Tian Wentao, Ning Jiaoyang, Chen Liu, Zeng Yu, Shi Yin, Xiao Gang, He Shuangshuang, Tanzhu Guilong, Zhou Rongrong
Department of Oncology, Xiangya Hospital, Central South University, Changsha, China.
Changsha Stomatological Hospital, Hunan University of Traditional Chinese Medicine, Changsha, China.
Front Pharmacol. 2024 Feb 5;15:1333128. doi: 10.3389/fphar.2024.1333128. eCollection 2024.
Tumor treating fields (TTF) was first approved for treatment of glioblastoma. Recently, the LUNAR study demonstrated that TTF + standard therapy (ST) extended survival in patients with advanced non-small cell lung cancer (NSCLC). This primary objective of this study is to analyze the cost-effectiveness of this treatment from the United States healthcare payers' perspective. A 3-health-state Markov model was established to compare the cost-effectiveness of TTF + ST and that of ST alone. Clinical data were extracted from the LUNAR study, supplemented by additional cost and utility data obtained from publications or online sources. One-way sensitivity analysis, probabilistic sensitivity analysis, and scenario analysis were conducted. The willingness-to-pay (WTP) threshold per quality-adjusted life-years (QALYs) gained was set to $150,000. The main results include total costs, QALYs, incremental cost-effectiveness ratio (ICER) and incremental net monetary benefit (INMB). Subgroup analyses were conducted for two types of ST, including immune checkpoint inhibitor, and docetaxel. During a 10-year time horizon, the costs of TTF + ST and ST alone were $431,207.0 and $128,125.9, and the QALYs were 1.809 and 1.124, respectively. The ICER of TTF + ST compared to ST was $442,732.7 per QALY, and the INMB was -$200,395.7 at the WTP threshold. The cost of TTF per month was the most influential factor in cost-effectiveness, and TTF + ST had a 0% probability of being cost-effective at the WTP threshold compared with ST alone. TTF + ST is not a cost-effective treatment for advanced NSCLC patients who progressed after platinum-based therapy from the perspective of the United States healthcare payers.
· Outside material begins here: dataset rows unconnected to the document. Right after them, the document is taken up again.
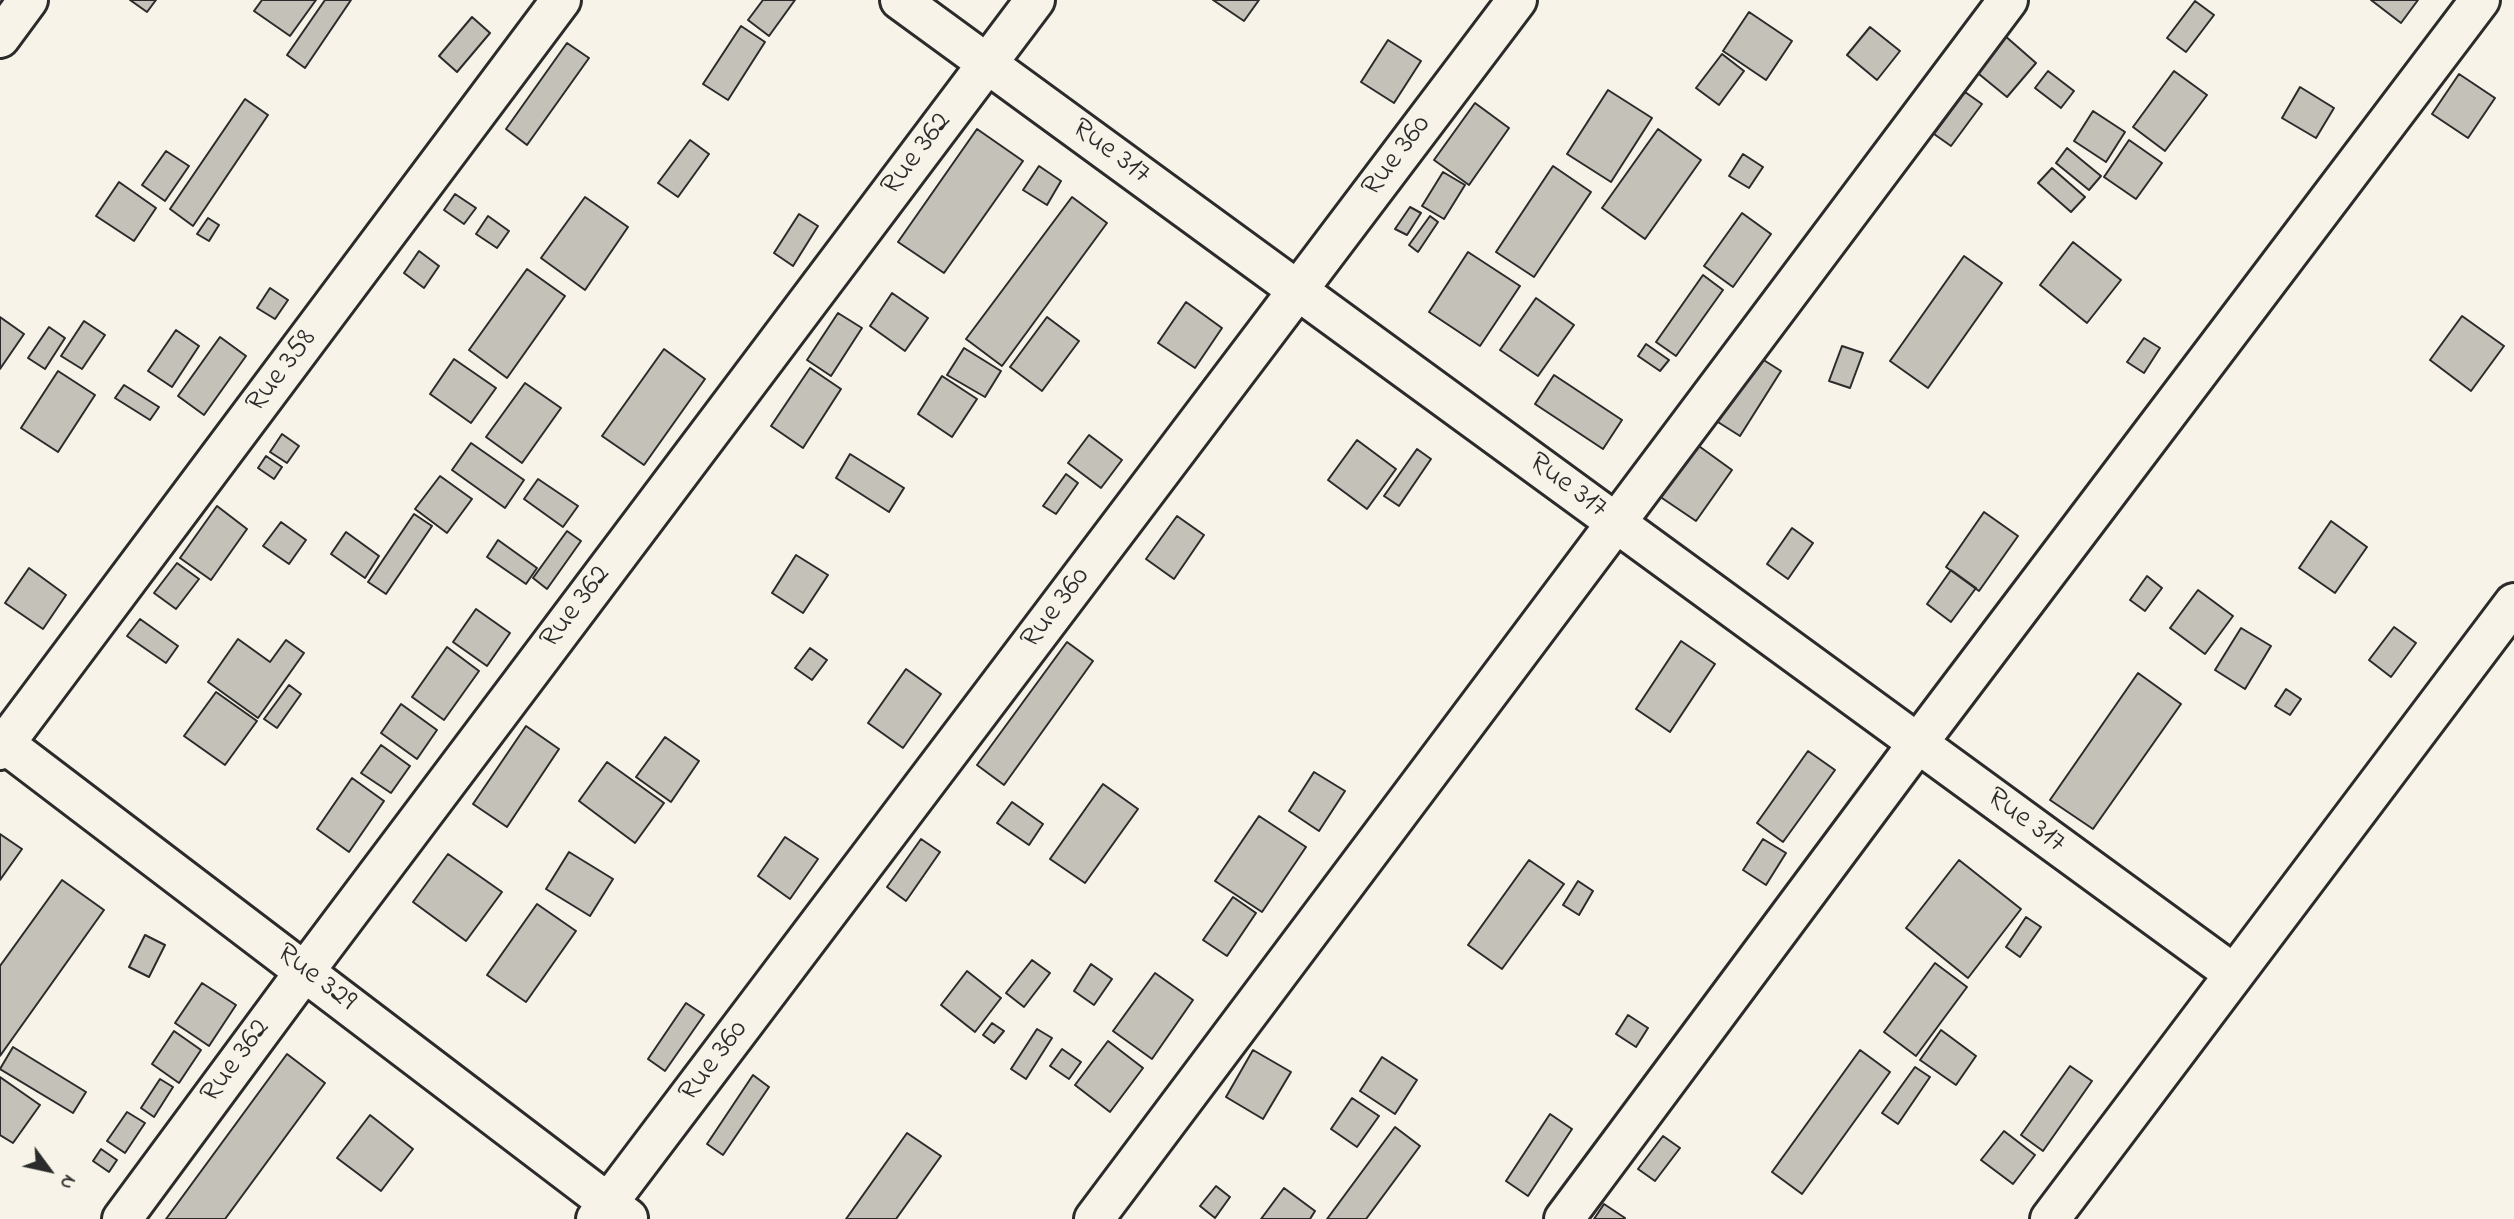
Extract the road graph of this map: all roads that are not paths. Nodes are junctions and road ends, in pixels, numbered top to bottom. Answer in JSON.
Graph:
{"nodes":[{"id":1,"x":29,"y":0,"type":"edge"},
{"id":2,"x":561,"y":0,"type":"edge"},
{"id":3,"x":900,"y":0,"type":"edge"},
{"id":4,"x":1035,"y":0,"type":"edge"},
{"id":5,"x":1517,"y":0,"type":"edge"},
{"id":6,"x":2008,"y":0,"type":"edge"},
{"id":7,"x":2480,"y":0,"type":"edge"},
{"id":8,"x":0,"y":38,"type":"edge"},
{"id":9,"x":987,"y":63,"type":"junction"},
{"id":10,"x":1298,"y":290,"type":"junction"},
{"id":11,"x":1615,"y":522,"type":"junction"},
{"id":12,"x":2514,"y":603,"type":"edge"},
{"id":13,"x":1918,"y":743,"type":"junction"},
{"id":14,"x":2,"y":744,"type":"edge"},
{"id":15,"x":305,"y":971,"type":"junction"},
{"id":16,"x":2234,"y":974,"type":"junction"},
{"id":17,"x":612,"y":1214,"type":"edge"},
{"id":18,"x":122,"y":1219,"type":"edge"},
{"id":19,"x":1094,"y":1219,"type":"edge"},
{"id":20,"x":1564,"y":1219,"type":"edge"},
{"id":21,"x":2050,"y":1219,"type":"edge"}],
"edges":[{"from":1,"to":8,"type":"street"},
{"from":2,"to":14,"type":"street","name":"Rue 358"},
{"from":3,"to":9,"type":"street","name":"Rue 317"},
{"from":4,"to":9,"type":"street","name":"Rue 362"},
{"from":5,"to":10,"type":"street","name":"Rue 360"},
{"from":6,"to":11,"type":"street"},
{"from":7,"to":13,"type":"street"},
{"from":9,"to":10,"type":"street","name":"Rue 317"},
{"from":9,"to":15,"type":"street","name":"Rue 362"},
{"from":10,"to":11,"type":"street","name":"Rue 317"},
{"from":10,"to":17,"type":"street","name":"Rue 360"},
{"from":11,"to":13,"type":"street","name":"Rue 317"},
{"from":11,"to":19,"type":"street"},
{"from":12,"to":16,"type":"street"},
{"from":13,"to":16,"type":"street","name":"Rue 317"},
{"from":13,"to":20,"type":"street"},
{"from":14,"to":15,"type":"street","name":"Rue 329"},
{"from":15,"to":17,"type":"street","name":"Rue 329"},
{"from":15,"to":18,"type":"street","name":"Rue 362"},
{"from":16,"to":21,"type":"street"}]}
肿瘤治疗电场(TTF)最初被批准用于治疗胶质母细胞瘤。最近,LUNAR研究表明,TTF联合标准治疗(ST)可延长晚期非小细胞肺癌(NSCLC)患者的生存期。本研究的主要目的是从美国医疗支付方的角度分析这种治疗的成本效益。建立了一个三健康状态马尔可夫模型,以比较TTF联合ST与单纯ST的成本效益。临床数据从LUNAR研究中提取,并辅以从出版物或在线来源获得的额外成本和效用数据。进行了单向敏感性分析、概率敏感性分析和情景分析。每获得一个质量调整生命年(QALY)的支付意愿(WTP)阈值设定为150,000美元。主要结果包括总成本、QALY、增量成本效益比(ICER)和增量净货币效益(INMB)。对两种ST类型进行了亚组分析,包括免疫检查点抑制剂和多西他赛。在10年的时间范围内,TTF联合ST和单纯ST的成本分别为431,207.0美元和128,125.9美元,QALY分别为1.809和1.124。与ST相比,TTF联合ST的ICER为每QALY 442,732.7美元,在WTP阈值下INMB为 -200,395.7美元。每月TTF的成本是成本效益中最有影响的因素,与单纯ST相比,TTF联合ST在WTP阈值下具有成本效益的概率为0%。从美国医疗支付方的角度来看,对于铂类治疗后进展的晚期NSCLC患者,TTF联合ST不是一种具有成本效益的治疗方法。